On Tue, May 19, 2026 at 12:20 AM ron minnich <[email protected]> wrote:
> There's a reason I started the RISC-V port, a year ago.
>
> background: I wrote the first SBI after the berkeley one, in 2014. I
> put a lot of work into making it small, in every sense: space, time,
> complexity.
>
> The current standard, OpenSBI, is big in every sense: space, time, complexity.

My sense was that they started out trying to do something analogous to
DEC's "PALcode" for Alpha, but it's metastasized into something closer
to UEFI in scope. Is that basically correct?

> So I intend to show an alternate path, starting with this port.
>
> As part of main(), the kernel will do 3 things:
> 1) wipe out the opensbi firmware from RAM
> 2) replace it with a minimal, simple, version which does not even have
>     its own memory.  This version will hark back to an earlier day, when
>     all sbi did was fiddle bits in registers, at the direction of the kernel
> 3) all higher level functions will be done in the kernel or even a server

This begs the immediate question: if the _kernel_ is overwriting SBI,
then do you need SBI at all once the kernel is loaded? Is the kernel
still making use of SBI after that point?

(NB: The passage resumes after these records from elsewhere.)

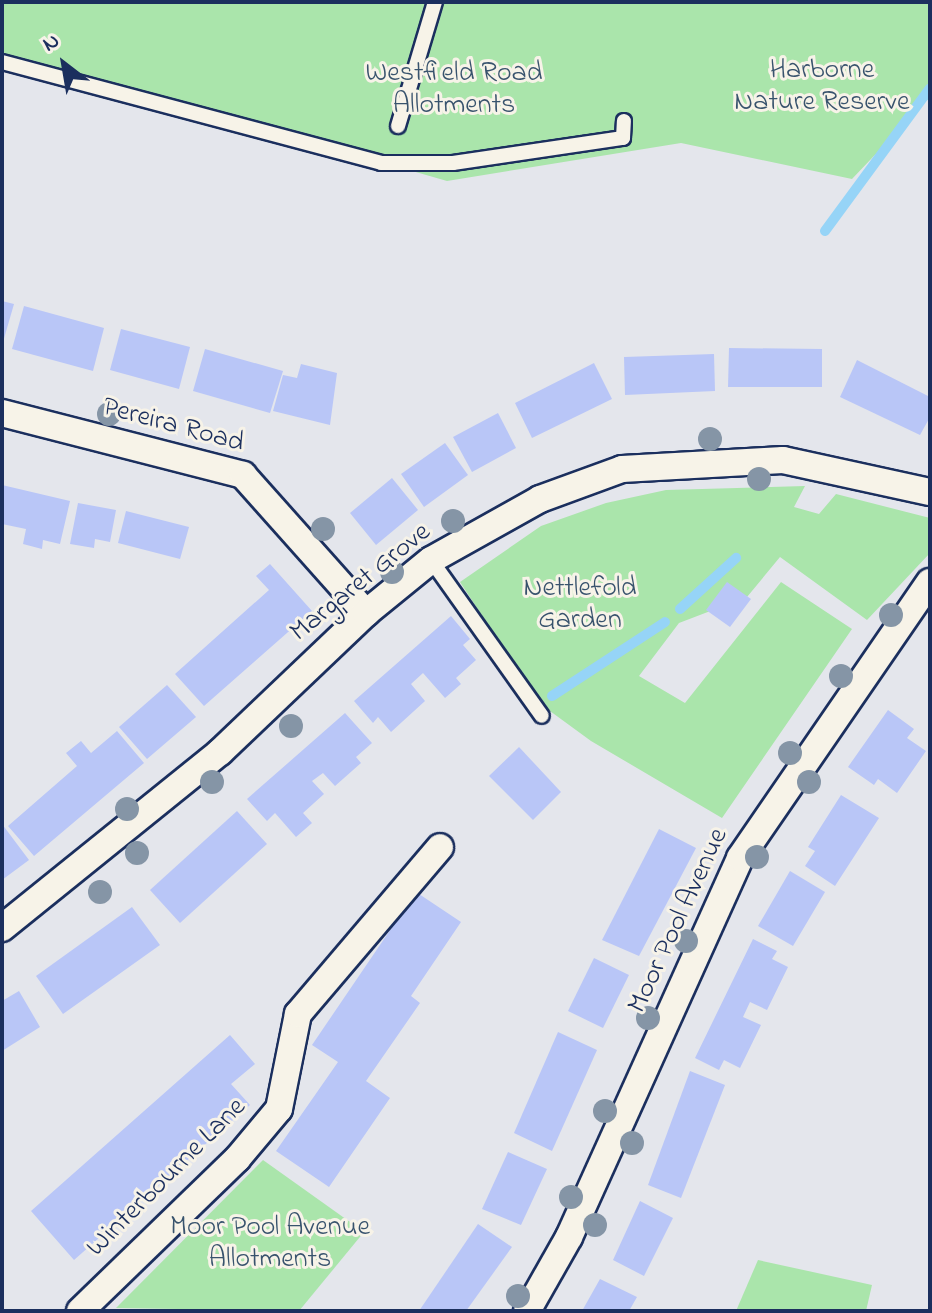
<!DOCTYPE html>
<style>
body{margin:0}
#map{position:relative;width:932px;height:1313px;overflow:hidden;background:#e4e6ec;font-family:"Indie Flower",sans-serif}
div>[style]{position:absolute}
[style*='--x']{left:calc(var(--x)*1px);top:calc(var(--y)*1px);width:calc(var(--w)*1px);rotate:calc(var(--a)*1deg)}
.green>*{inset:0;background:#aae5ab}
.stream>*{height:10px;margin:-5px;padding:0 5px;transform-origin:5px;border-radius:5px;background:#96d4f7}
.building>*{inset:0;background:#b9c6f7}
.roads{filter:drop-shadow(2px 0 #1b2f5e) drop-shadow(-2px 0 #1b2f5e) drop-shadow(0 2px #1b2f5e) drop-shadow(0 -2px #1b2f5e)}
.service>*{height:14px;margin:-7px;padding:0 7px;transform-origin:7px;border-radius:7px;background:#f7f3e8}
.minor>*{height:26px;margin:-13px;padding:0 13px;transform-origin:13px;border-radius:13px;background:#f7f3e8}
.trees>*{width:24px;height:24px;margin:-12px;border-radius:50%;background:#8595a6}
span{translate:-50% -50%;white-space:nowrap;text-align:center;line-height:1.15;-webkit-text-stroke:6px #f7f3e8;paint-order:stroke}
.park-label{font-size:28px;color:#38536d}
.street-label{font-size:28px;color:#1b2f5e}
.frame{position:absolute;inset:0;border:4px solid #1b2f5e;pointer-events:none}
.north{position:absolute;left:24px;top:24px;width:80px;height:80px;-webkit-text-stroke:6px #f7f3e8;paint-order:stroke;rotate:329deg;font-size:22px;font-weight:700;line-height:32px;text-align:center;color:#1b2f5e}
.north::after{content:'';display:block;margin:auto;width:28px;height:36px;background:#1b2f5e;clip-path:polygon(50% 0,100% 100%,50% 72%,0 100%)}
</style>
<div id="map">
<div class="green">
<div style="clip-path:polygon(2px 2px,930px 2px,930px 97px,852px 179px,681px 143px,447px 181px,2px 53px)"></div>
<div style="clip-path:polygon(805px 486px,794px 507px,819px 514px,836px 494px,930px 518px,930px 553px,867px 620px,780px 557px,747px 597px,679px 623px,639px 676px,685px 703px,781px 582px,852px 629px,722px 818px,591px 741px,539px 703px,460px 582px,541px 526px,606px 503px,666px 490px)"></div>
<div style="clip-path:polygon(263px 1160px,364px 1232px,299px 1311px,116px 1308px)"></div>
<div style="clip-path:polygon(758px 1260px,872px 1285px,866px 1311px,736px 1311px)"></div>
</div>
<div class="stream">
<div style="--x:825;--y:231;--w:177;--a:-53.7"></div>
<div style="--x:680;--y:609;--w:76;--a:-42.3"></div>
<div style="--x:552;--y:696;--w:135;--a:-33.2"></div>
</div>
<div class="building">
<div style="clip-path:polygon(2px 301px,14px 304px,3px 342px,2px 342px)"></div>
<div style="clip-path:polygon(24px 306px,104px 328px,93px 371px,12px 349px)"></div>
<div style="clip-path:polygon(121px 329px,190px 347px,179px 389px,110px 370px)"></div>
<div style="clip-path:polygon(729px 348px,822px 349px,822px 387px,728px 387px)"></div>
<div style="clip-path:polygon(205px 349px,283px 371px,270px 413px,193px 391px)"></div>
<div style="clip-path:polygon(714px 354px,715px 391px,625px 395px,624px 357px)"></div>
<div style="clip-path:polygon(857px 360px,930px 397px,930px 417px,920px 435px,840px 397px)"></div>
<div style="clip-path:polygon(594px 363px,612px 399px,532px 438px,515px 403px)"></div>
<div style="clip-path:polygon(301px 364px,337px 373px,330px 425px,273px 411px,283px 375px,297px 378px)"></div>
<div style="clip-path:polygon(498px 413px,516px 448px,472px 472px,453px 437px)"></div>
<div style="clip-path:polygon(445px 443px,468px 475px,424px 507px,401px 474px)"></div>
<div style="clip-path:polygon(392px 478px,418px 510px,376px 545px,350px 513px)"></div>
<div style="clip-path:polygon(2px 485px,70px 501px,60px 544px,43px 540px,42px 549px,23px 544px,26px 529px,2px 524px)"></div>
<div style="clip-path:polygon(78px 503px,116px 510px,110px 542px,95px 539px,94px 548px,70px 544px)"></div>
<div style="clip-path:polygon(126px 511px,189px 527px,180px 559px,118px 543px)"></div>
<div style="clip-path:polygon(270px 564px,312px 611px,204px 706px,175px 674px,269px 590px,256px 576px)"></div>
<div style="clip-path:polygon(727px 582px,751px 599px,730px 627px,706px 610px)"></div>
<div style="clip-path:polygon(451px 616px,470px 639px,463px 645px,476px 660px,456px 678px,461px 684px,445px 698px,423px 673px,411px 684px,425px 701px,391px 732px,378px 717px,373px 723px,354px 701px)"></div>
<div style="clip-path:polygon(167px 685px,196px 717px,147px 759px,119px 727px)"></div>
<div style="clip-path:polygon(888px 710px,914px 729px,907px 738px,926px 751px,897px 793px,878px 779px,874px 785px,848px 767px)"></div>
<div style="clip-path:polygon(345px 713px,372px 743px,356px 757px,361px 763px,335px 786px,323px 773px,312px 781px,324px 794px,303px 813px,312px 823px,296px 837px,275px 813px,267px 821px,247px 799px)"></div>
<div style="clip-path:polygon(117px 731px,144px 763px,34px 856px,8px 826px,77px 766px,66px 753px,81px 741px,91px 753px)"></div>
<div style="clip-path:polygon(519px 747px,561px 792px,533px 820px,489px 776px)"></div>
<div style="clip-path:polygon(841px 795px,879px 818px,835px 886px,805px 866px,815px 851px,808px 847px)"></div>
<div style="clip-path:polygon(237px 811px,267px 844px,180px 923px,150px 890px)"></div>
<div style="clip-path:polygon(2px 824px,29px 860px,2px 880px)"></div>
<div style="clip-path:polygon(659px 829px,696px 848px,639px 956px,602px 940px)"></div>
<div style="clip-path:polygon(790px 871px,825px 892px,793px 946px,758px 926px)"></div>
<div style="clip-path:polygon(416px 892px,461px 922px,411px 996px,420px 1003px,366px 1081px,390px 1098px,329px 1187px,276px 1151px,338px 1062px,312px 1045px)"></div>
<div style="clip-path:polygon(132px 907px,160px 945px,63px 1014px,36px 976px)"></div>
<div style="clip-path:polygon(753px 939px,777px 951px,772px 959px,788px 967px,767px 1010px,750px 1002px,743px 1017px,761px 1025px,740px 1068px,724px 1060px,719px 1070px,695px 1058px)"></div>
<div style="clip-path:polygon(594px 958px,629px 975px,603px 1028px,568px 1011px)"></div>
<div style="clip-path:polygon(19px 991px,40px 1027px,2px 1051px,2px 1001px)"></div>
<div style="clip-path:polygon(558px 1032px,597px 1050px,552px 1151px,514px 1133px)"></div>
<div style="clip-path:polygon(230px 1035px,255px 1064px,231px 1084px,250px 1105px,74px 1260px,31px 1211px)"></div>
<div style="clip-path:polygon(690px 1071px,725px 1085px,681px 1198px,648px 1185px)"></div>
<div style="clip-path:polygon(508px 1152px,547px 1169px,521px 1225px,482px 1209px)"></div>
<div style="clip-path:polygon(640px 1201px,673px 1218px,644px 1276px,613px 1260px)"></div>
<div style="clip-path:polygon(478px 1224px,512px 1247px,466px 1311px,419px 1311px)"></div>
<div style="clip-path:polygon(600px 1279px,637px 1297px,629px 1311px,582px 1311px)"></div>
</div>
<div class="roads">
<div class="service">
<div style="--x:2;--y:62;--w:392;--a:14.9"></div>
<div style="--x:381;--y:163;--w:72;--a:0"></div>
<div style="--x:453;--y:163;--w:172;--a:-8.4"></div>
<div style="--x:623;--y:138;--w:17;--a:-87"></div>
<div style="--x:398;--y:126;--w:129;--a:-73.4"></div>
<div style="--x:431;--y:560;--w:191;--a:54.6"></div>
</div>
<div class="minor">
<div style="--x:2;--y:413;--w:249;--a:14.4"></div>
<div style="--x:243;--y:475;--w:185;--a:48.3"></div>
<div style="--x:2;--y:928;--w:280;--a:-38.9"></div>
<div style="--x:220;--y:752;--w:202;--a:-43.6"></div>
<div style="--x:366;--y:613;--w:84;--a:-39.2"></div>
<div style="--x:431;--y:560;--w:125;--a:-29.2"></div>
<div style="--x:540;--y:499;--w:87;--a:-20.1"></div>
<div style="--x:622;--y:469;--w:161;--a:-3.2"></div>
<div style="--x:783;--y:460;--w:150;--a:12.3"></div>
<div style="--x:80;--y:1311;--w:219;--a:-44.1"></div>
<div style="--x:237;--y:1159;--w:65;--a:-50"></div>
<div style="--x:279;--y:1109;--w:97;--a:-78.7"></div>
<div style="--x:298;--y:1014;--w:219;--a:-49.6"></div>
<div style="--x:527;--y:1311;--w:85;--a:-60.4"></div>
<div style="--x:569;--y:1237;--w:416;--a:-65.7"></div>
<div style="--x:740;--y:858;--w:335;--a:-55.5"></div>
</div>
</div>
<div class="trees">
<div style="left:109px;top:414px"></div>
<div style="left:710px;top:439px"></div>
<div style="left:759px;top:479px"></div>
<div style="left:453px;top:521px"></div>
<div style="left:323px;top:529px"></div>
<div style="left:392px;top:572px"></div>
<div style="left:891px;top:615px"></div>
<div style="left:841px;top:676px"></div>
<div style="left:291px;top:726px"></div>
<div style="left:790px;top:753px"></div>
<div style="left:212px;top:782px"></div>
<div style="left:809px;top:782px"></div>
<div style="left:127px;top:809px"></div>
<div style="left:137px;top:853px"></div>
<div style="left:757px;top:857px"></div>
<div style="left:100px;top:892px"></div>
<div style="left:686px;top:941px"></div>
<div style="left:648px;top:1018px"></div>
<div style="left:605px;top:1111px"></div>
<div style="left:632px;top:1143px"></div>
<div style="left:571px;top:1197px"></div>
<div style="left:595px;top:1225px"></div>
<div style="left:518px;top:1296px"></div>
</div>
<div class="park-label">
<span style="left:822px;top:87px">Harborne<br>Nature Reserve</span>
<span style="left:454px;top:90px">Westfield Road<br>Allotments</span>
<span style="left:580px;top:605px">Nettlefold<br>Garden</span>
<span style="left:270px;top:1244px">Moor Pool Avenue<br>Allotments</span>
</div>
<div class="street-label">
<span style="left:173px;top:426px;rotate:15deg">Pereira Road</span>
<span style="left:361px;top:583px;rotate:-39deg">Margaret Grove</span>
<span style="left:679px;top:921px;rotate:-65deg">Moor Pool Avenue</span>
<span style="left:167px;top:1178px;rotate:-45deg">Winterbourne Lane</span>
</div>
<div class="frame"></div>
<div class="north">N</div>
</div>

> I am fairly sure I can do this, having done something like it before.
>
> I intend to show that risc-v does not need OpenSBI, UEFI, or ACPI.
>
> I do think there's a way out of the firmware mess we're in; I don't
> expect it to ever happen on x86 or ARM.

It can be done, and what we did at Oxide is an existence proof
(https://rfd.shared.oxide.computer/rfd/0241). Whether it can be done
_generally_ is an open question. It only works at Oxide because of the
luxurious flexibility we built ourselves by co-designing the hardware
and software.

> Even though I did do an experiment, years ago, with moving SMM to
> kernel space: 
> https://docs.google.com/presentation/d/1ECTPzrt4hT37Ef729GAXh0o9lMvx4MJrkJxN88-k9Ps/edit?usp=sharing
>
> I've fought and lost this SMM battle for 27 years. Why do vendors like
> it? Because UEFI/ACPI/SMM are a way to implement vendor lockin. I'm
> too old for this nonsense. RISC-V offers a way out and I'm going to
> try to take it before things get much worse.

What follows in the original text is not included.